In an effort to overcome limitations of reward-driven feature learning in deep reinforcement learning (RL) from images, we propose decoupling representation learning from policy learning. To this end, we introduce a new unsupervised learning (UL) task, called Augmented Temporal Contrast (ATC), which trains a convolutional encoder to associate pairs of observations separated by a short time difference, under image augmentations and using a contrastive loss. In online RL experiments, we show that training the encoder exclusively using ATC matches or outperforms end-to-end RL in most environments. Additionally, we benchmark several leading UL algorithms by pre-training encoders on expert demonstrations and using them, with weights frozen, in RL agents; we find that agents using ATC-trained encoders outperform all others. We also train multi-task encoders on data from multiple environments and show generalization to different downstream RL tasks. Finally, we ablate components of ATC, and introduce a new data augmentation to enable replay of (compressed) latent images from pre-trained encoders when RL requires augmentation.

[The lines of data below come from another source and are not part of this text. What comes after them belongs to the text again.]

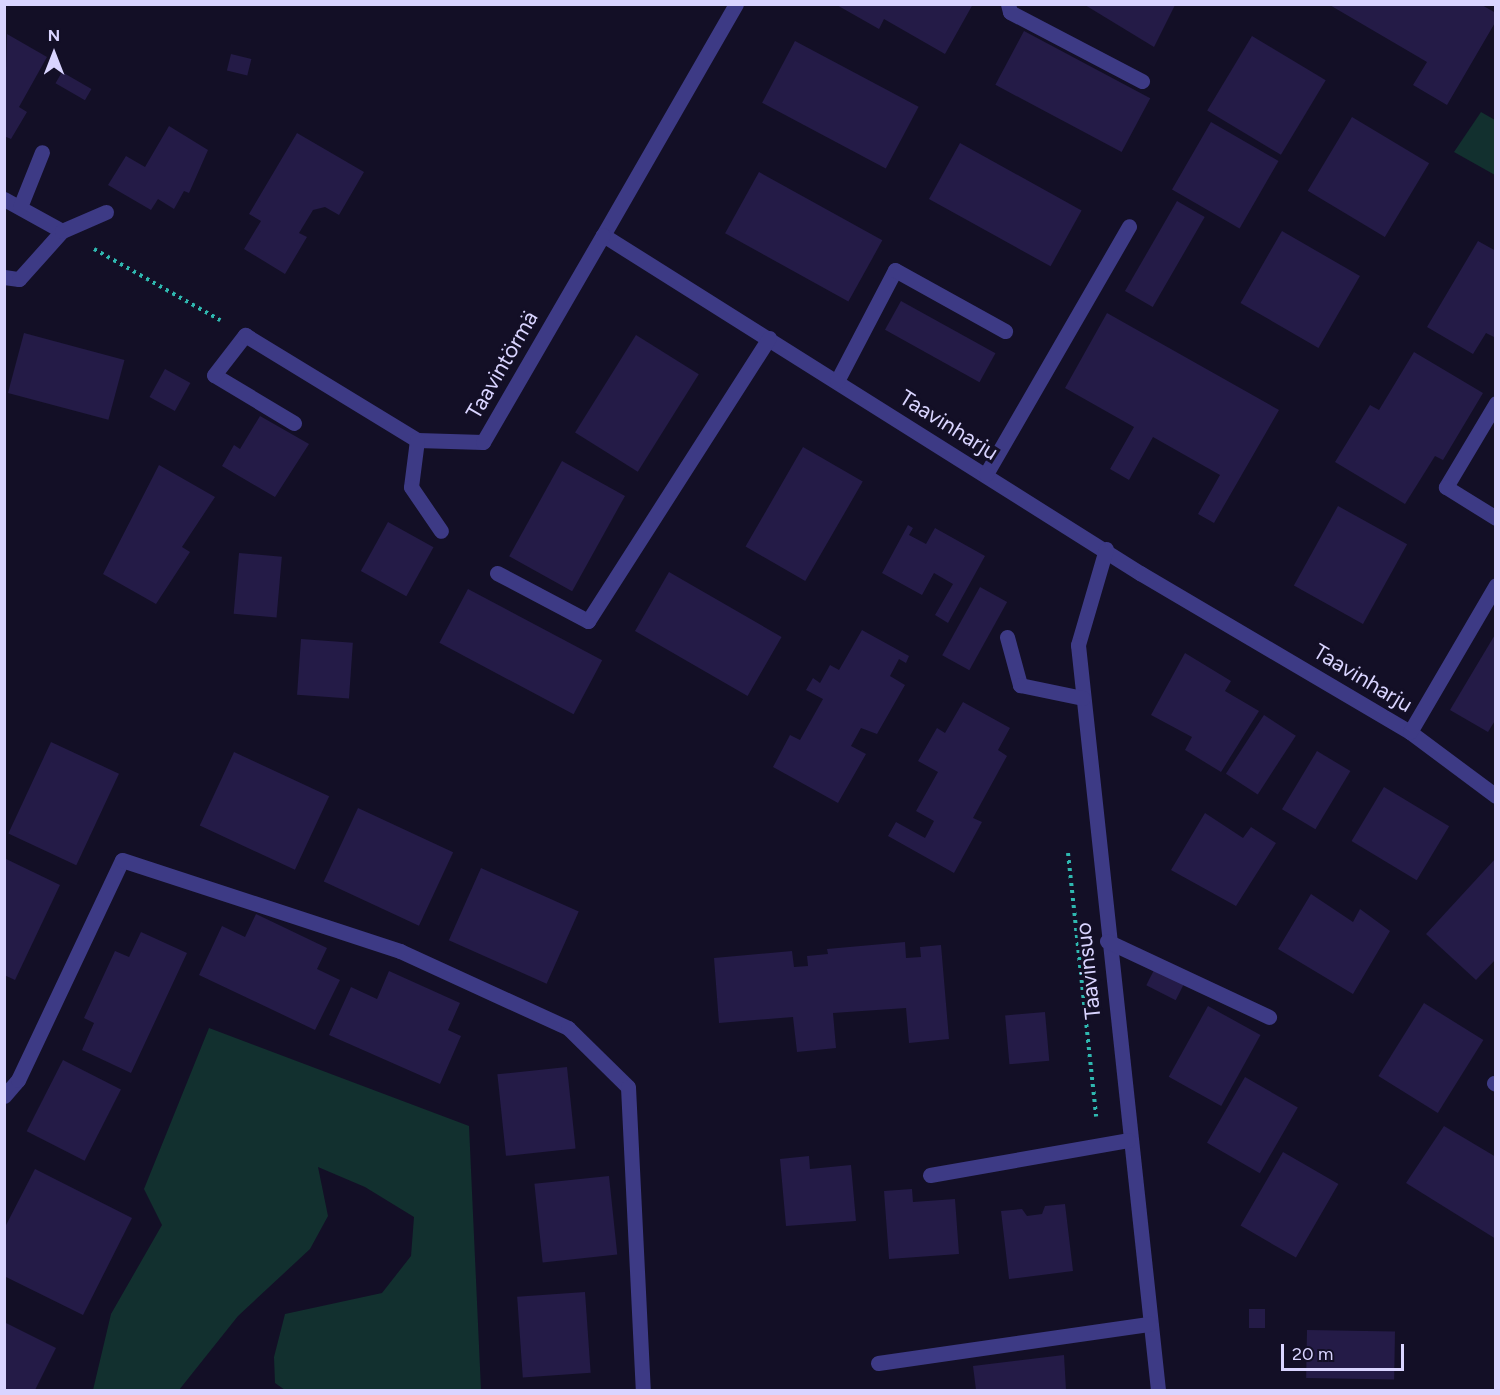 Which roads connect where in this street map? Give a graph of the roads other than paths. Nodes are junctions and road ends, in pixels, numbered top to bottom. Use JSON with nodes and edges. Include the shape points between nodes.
{"nodes":[{"id":1,"x":736,"y":4,"type":"edge"},
{"id":2,"x":1008,"y":4,"type":"edge"},
{"id":3,"x":1142,"y":81,"type":"dead end"},
{"id":4,"x":42,"y":152,"type":"dead end"},
{"id":5,"x":4,"y":199,"type":"edge"},
{"id":6,"x":20,"y":207,"type":"junction"},
{"id":7,"x":106,"y":212,"type":"dead end"},
{"id":8,"x":1129,"y":226,"type":"dead end"},
{"id":9,"x":62,"y":231,"type":"junction"},
{"id":10,"x":603,"y":235,"type":"junction"},
{"id":11,"x":4,"y":277,"type":"edge"},
{"id":12,"x":1005,"y":331,"type":"dead end"},
{"id":13,"x":768,"y":338,"type":"junction"},
{"id":14,"x":837,"y":381,"type":"junction"},
{"id":15,"x":1496,"y":403,"type":"edge"},
{"id":16,"x":294,"y":423,"type":"dead end"},
{"id":17,"x":417,"y":440,"type":"junction"},
{"id":18,"x":986,"y":474,"type":"junction"},
{"id":19,"x":1496,"y":518,"type":"edge"},
{"id":20,"x":441,"y":531,"type":"dead end"},
{"id":21,"x":1106,"y":549,"type":"junction"},
{"id":22,"x":497,"y":573,"type":"dead end"},
{"id":23,"x":1496,"y":585,"type":"edge"},
{"id":24,"x":1007,"y":637,"type":"dead end"},
{"id":25,"x":1083,"y":698,"type":"junction"},
{"id":26,"x":1410,"y":732,"type":"junction"},
{"id":27,"x":1496,"y":796,"type":"edge"},
{"id":28,"x":1107,"y":941,"type":"junction"},
{"id":29,"x":1269,"y":1017,"type":"dead end"},
{"id":30,"x":4,"y":1096,"type":"edge"},
{"id":31,"x":1128,"y":1140,"type":"junction"},
{"id":32,"x":930,"y":1175,"type":"dead end"},
{"id":33,"x":1150,"y":1324,"type":"junction"},
{"id":34,"x":878,"y":1363,"type":"dead end"},
{"id":35,"x":643,"y":1390,"type":"edge"},
{"id":36,"x":1158,"y":1390,"type":"edge"}],
"edges":[{"from":1,"to":10,"type":"street"},
{"from":2,"to":3,"type":"street","via":[[1010,12]]},
{"from":4,"to":6,"type":"street"},
{"from":5,"to":6,"type":"street"},
{"from":6,"to":9,"type":"street"},
{"from":7,"to":9,"type":"street"},
{"from":8,"to":18,"type":"street"},
{"from":9,"to":11,"type":"street","via":[[19,279]]},
{"from":10,"to":13,"type":"street","name":"Taavinharju"},
{"from":10,"to":17,"type":"street","name":"Taavintörmä","via":[[483,442]]},
{"from":12,"to":14,"type":"street","via":[[895,270]]},
{"from":13,"to":14,"type":"street","name":"Taavinharju"},
{"from":13,"to":22,"type":"street","via":[[588,621]]},
{"from":14,"to":18,"type":"street","name":"Taavinharju"},
{"from":15,"to":19,"type":"street","via":[[1446,487]]},
{"from":16,"to":17,"type":"street","name":"Taavintörmä","via":[[214,375],[245,335]]},
{"from":17,"to":20,"type":"street","via":[[411,487]]},
{"from":18,"to":21,"type":"street","name":"Taavinharju"},
{"from":21,"to":25,"type":"street","name":"Taavinsuo","via":[[1078,645]]},
{"from":21,"to":26,"type":"street","name":"Taavinharju"},
{"from":23,"to":26,"type":"street"},
{"from":24,"to":25,"type":"street","via":[[1020,685]]},
{"from":25,"to":28,"type":"street","name":"Taavinsuo"},
{"from":26,"to":27,"type":"street","name":"Taavinharju"},
{"from":28,"to":29,"type":"street"},
{"from":28,"to":31,"type":"street","name":"Taavinsuo"},
{"from":30,"to":35,"type":"street","via":[[18,1080],[122,860],[400,951],[568,1028],[628,1087]]},
{"from":31,"to":32,"type":"street"},
{"from":31,"to":33,"type":"street","name":"Taavinsuo"},
{"from":33,"to":34,"type":"street"},
{"from":33,"to":36,"type":"street","name":"Taavinsuo"}]}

Our experiments span visually diverse RL benchmarks in DeepMind Control, DeepMind Lab, and Atari, and our complete code is available at https://github.com/astooke/rlpyt/tree/master/rlpyt/ul.

Paper Structure

This paper contains 31 sections, 2 equations, 15 figures, 8 tables, 1 algorithm.

Figures (15)

  • Figure 1: Augmented Temporal Contrast---augmented observations are processed through a learned encoder $f_\theta$, compressor, $g_\phi$ and residual predictor $h_\psi$, and are associated through a contrastive loss with a positive example from $k$ time steps later, processed through a momentum encoder.
  • Figure 2: Online encoder training by ATC, fully detached from RL training, performs as well as end-to-end RL in DMControl, and better in sparse-reward environments (environment steps shown, see appendix for action repeats). Each curve is 10 random seeds.
  • Figure 3: Online encoder training by ATC, fully detached from the RL agent, performs as well or better than end-to-end RL in DMLab (1 agent step = 4 environment steps, the standard action repeat). Prioritized ATC replay (Explore) or increased ATC training (Lasertag) addresses sparsities to nearly match performance of RL with ATC as an auxiliary loss (RL+ATC). Each curve is 5 random seeds.
  • Figure 4: Online encoder training using ATC, fully detached from the RL agent, works well in 5 of 8 games tested (1 agent step = 4 environment steps, the standard action repeat). 6 of 8 games benefit significantly from using ATC as an auxiliary loss or for weight initialization. Each curve is 8 random seeds.
  • Figure 5: RL in DMControl, using encoders pre-trained on expert demonstrations using UL, with weights frozen---across all domains, ATC outperforms prior methods and the end-to-end RL reference. Each curve is a mininum of 4 random seeds.